By the time Taylor exited, before the bottom of the fourth, the Nationals were down to two bench players and the score was tied at 2. The Nationals had struck first when Howie Kendrick bounced into a double play but scored Eaton. The Phillies got that run right back when Segura singled, Bryce Harper doubled him to third and J.T. Realmuto scored him with a sacrifice fly. After Segura’s second-inning double put Philadelphia ahead, the Nationals tied it at 2 on Brian Dozier’s solo homer in the third.
The teams traded runs thereafter, and the Phillies pushed Nationals starter Patrick Corbin to the brink in the sixth. There were runners on second and third when Martinez visited Corbin on the mound, and the left-hander was at 108 pitches. But Martinez kept him in, Corbin struck out pinch hitter Cesar Hernandez on three pitches, and then he punched out Andrew McCutchen looking with his 118th offering of the night.
Corbin clenched his fist and screamed as he walked off the mound. Washington, for a moment, jumped back ahead in the seventh by scoring twice without hitting the ball out of the infield. But the Phillies responded with five runs in six batters against reliever Joe Ross. Ross, in order, served up a single, walk, RBI double, two-run double, then got one out, then gave up two more run-scoring doubles before he was hooked.
The damage put the Nationals on life support with six outs to work with. Yet Suzuki and Robles had other plans. Suzuki’s blast, on a 1-0 change-up from Adam Morgan, just cleared the left field wall. Robles’s, off Morgan’s 1-0 sinker, landed in the first row of the right field seats. Washington added a critical insurance run, on a Yan Gomes single in the ninth, and closer Sean Doolittle worked in and out of a jam to finish it in the bottom half.

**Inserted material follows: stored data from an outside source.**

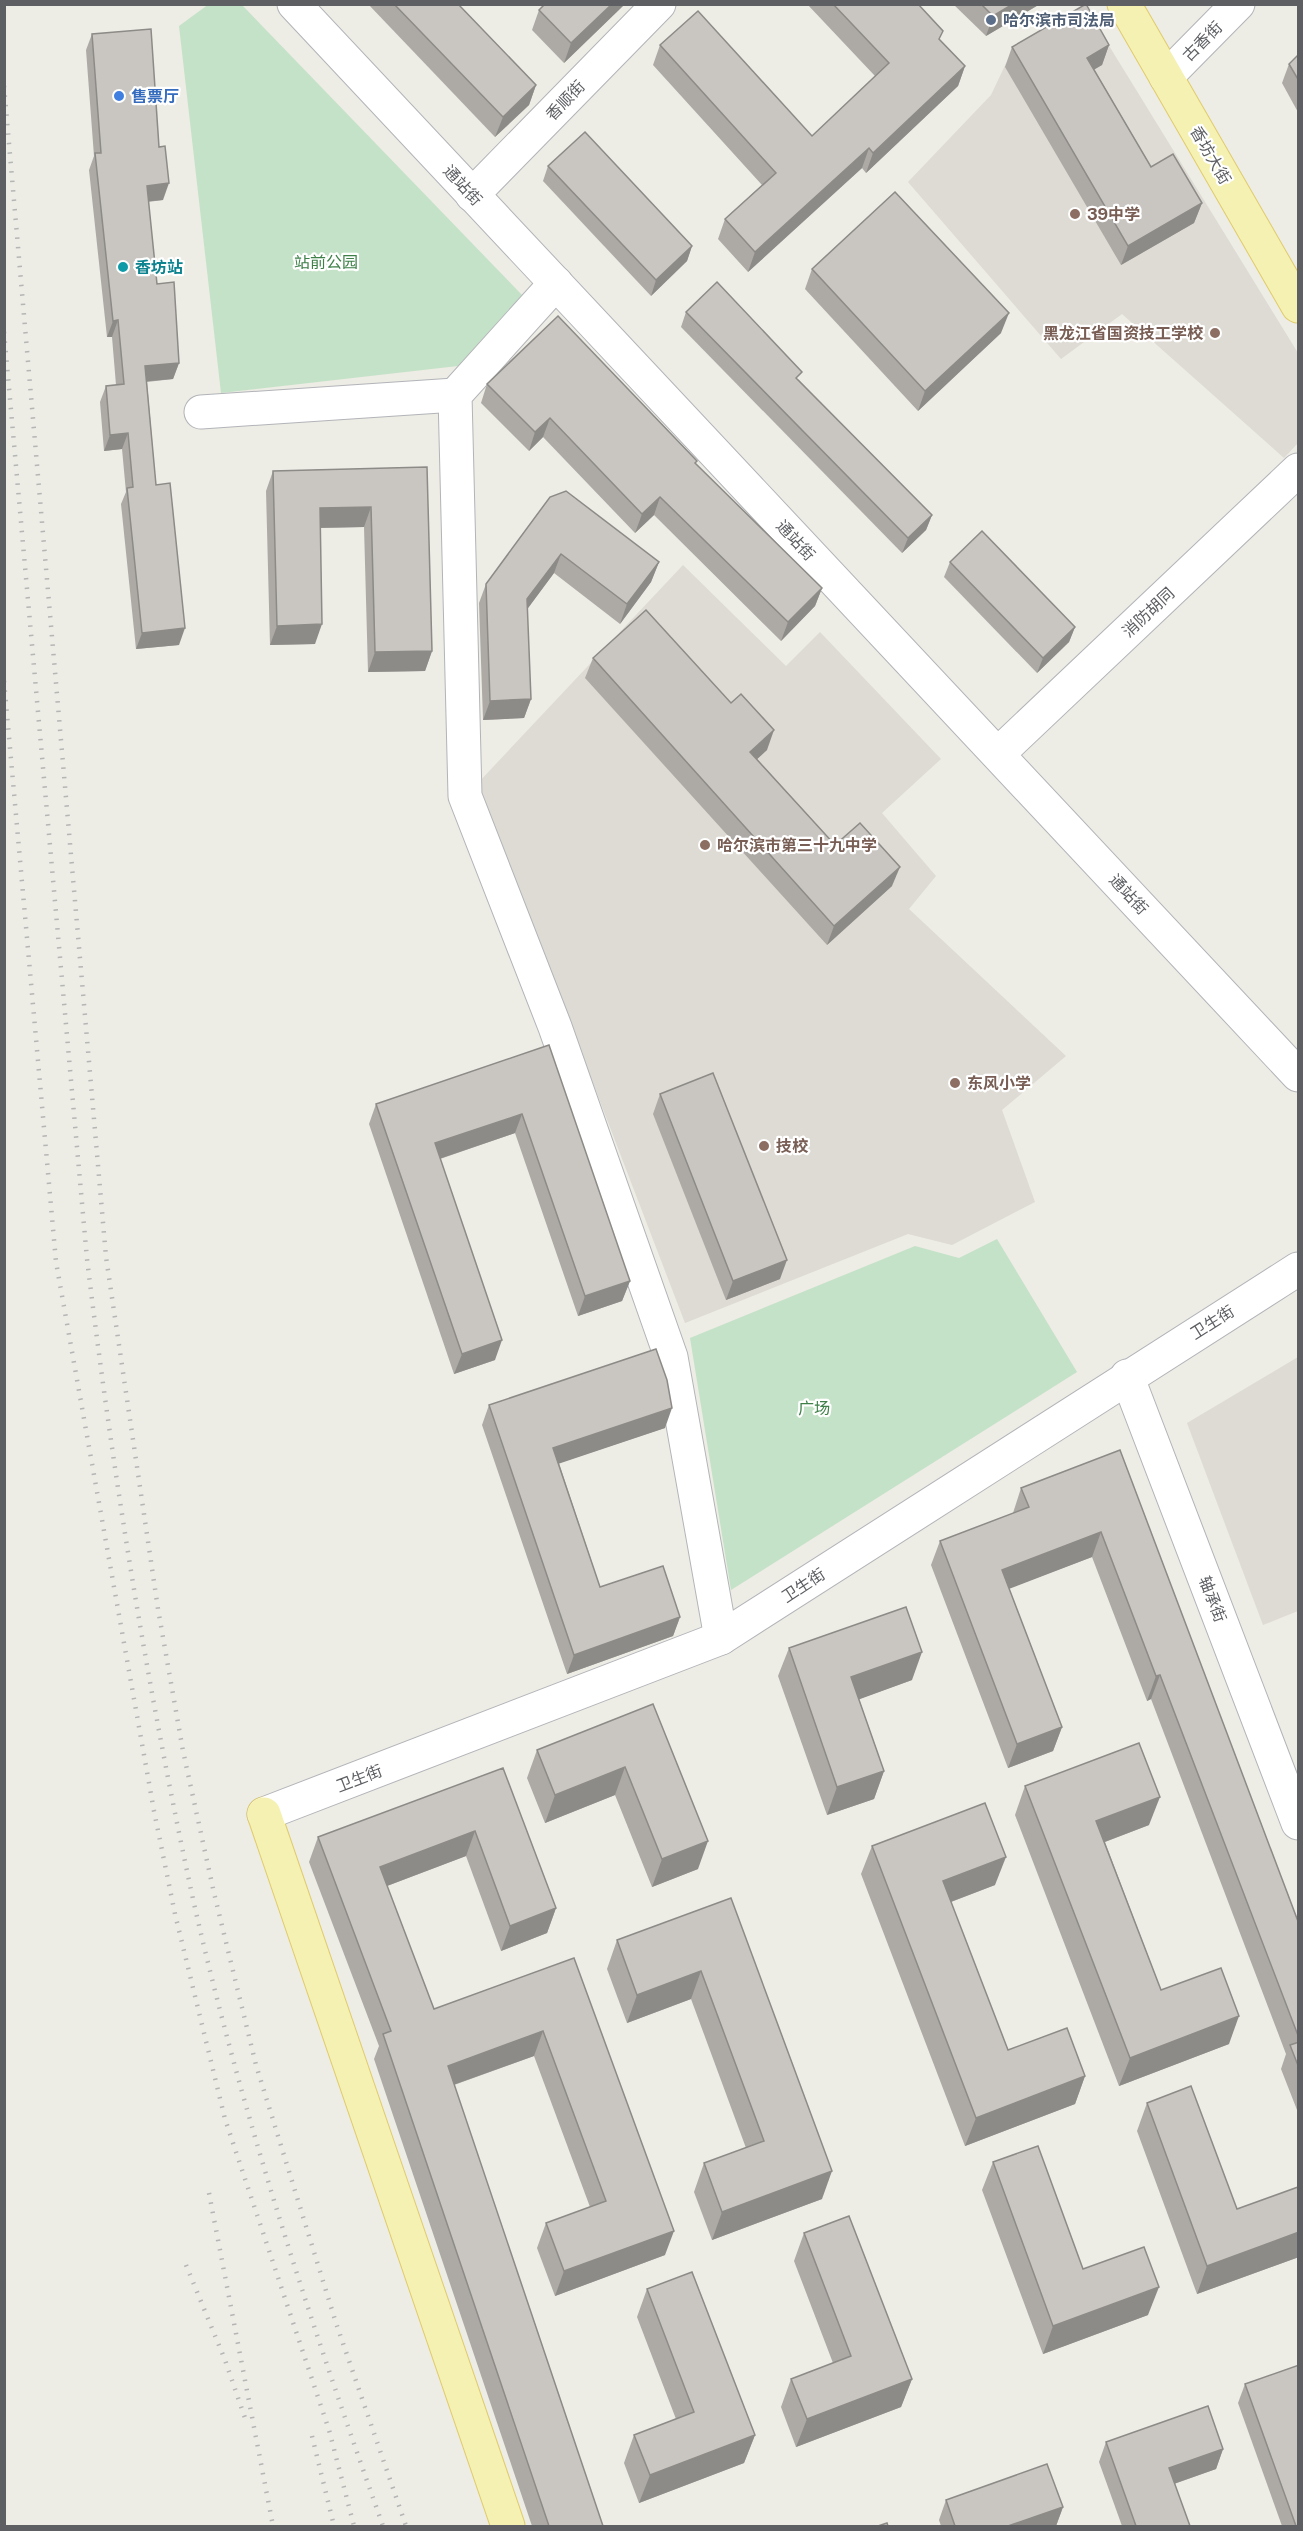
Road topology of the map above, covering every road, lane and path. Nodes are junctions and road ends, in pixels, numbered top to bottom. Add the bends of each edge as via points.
1 (294, 4) edge
2 (658, 4) edge
3 (1124, 4) edge
4 (1238, 4) edge
5 (1166, 77) junction
6 (472, 195) junction
7 (555, 284) junction
8 (1299, 306) edge
9 (455, 395) junction
10 (201, 412) dead end
11 (1299, 470) edge
12 (998, 754) junction
13 (1299, 1075) edge
14 (1299, 1269) edge
15 (1127, 1376) junction
16 (721, 1638) junction
17 (264, 1814) joint
18 (1299, 1823) edge
19 (508, 2526) edge

1 - 6 street, 通站街
2 - 6 street, 香顺街
3 - 5 main road, 香坊大街
4 - 5 street, 古香街
5 - 8 main road, 香坊大街
6 - 7 street, 通站街
7 - 9 street
7 - 12 street, 通站街
9 - 10 street
9 - 16 street via 465,796 555,1027 671,1357
11 - 12 street, 消防胡同
12 - 13 street, 通站街
14 - 15 street, 卫生街
15 - 16 street, 卫生街
15 - 18 street, 轴承街
16 - 17 street, 卫生街
17 - 19 main road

Infielder Adrián Sanchez, the Nationals’ final bench player, ended the game playing left field for the first time in his major league career. Starter Max Scherzer pinch-hit with the bases loaded in the ninth and grounded out. It was the necessary path to victory — however winding, however weird, however taxing — and the Nationals will wake up Sunday morning and stare down another game. A team on its last healthy legs will take it.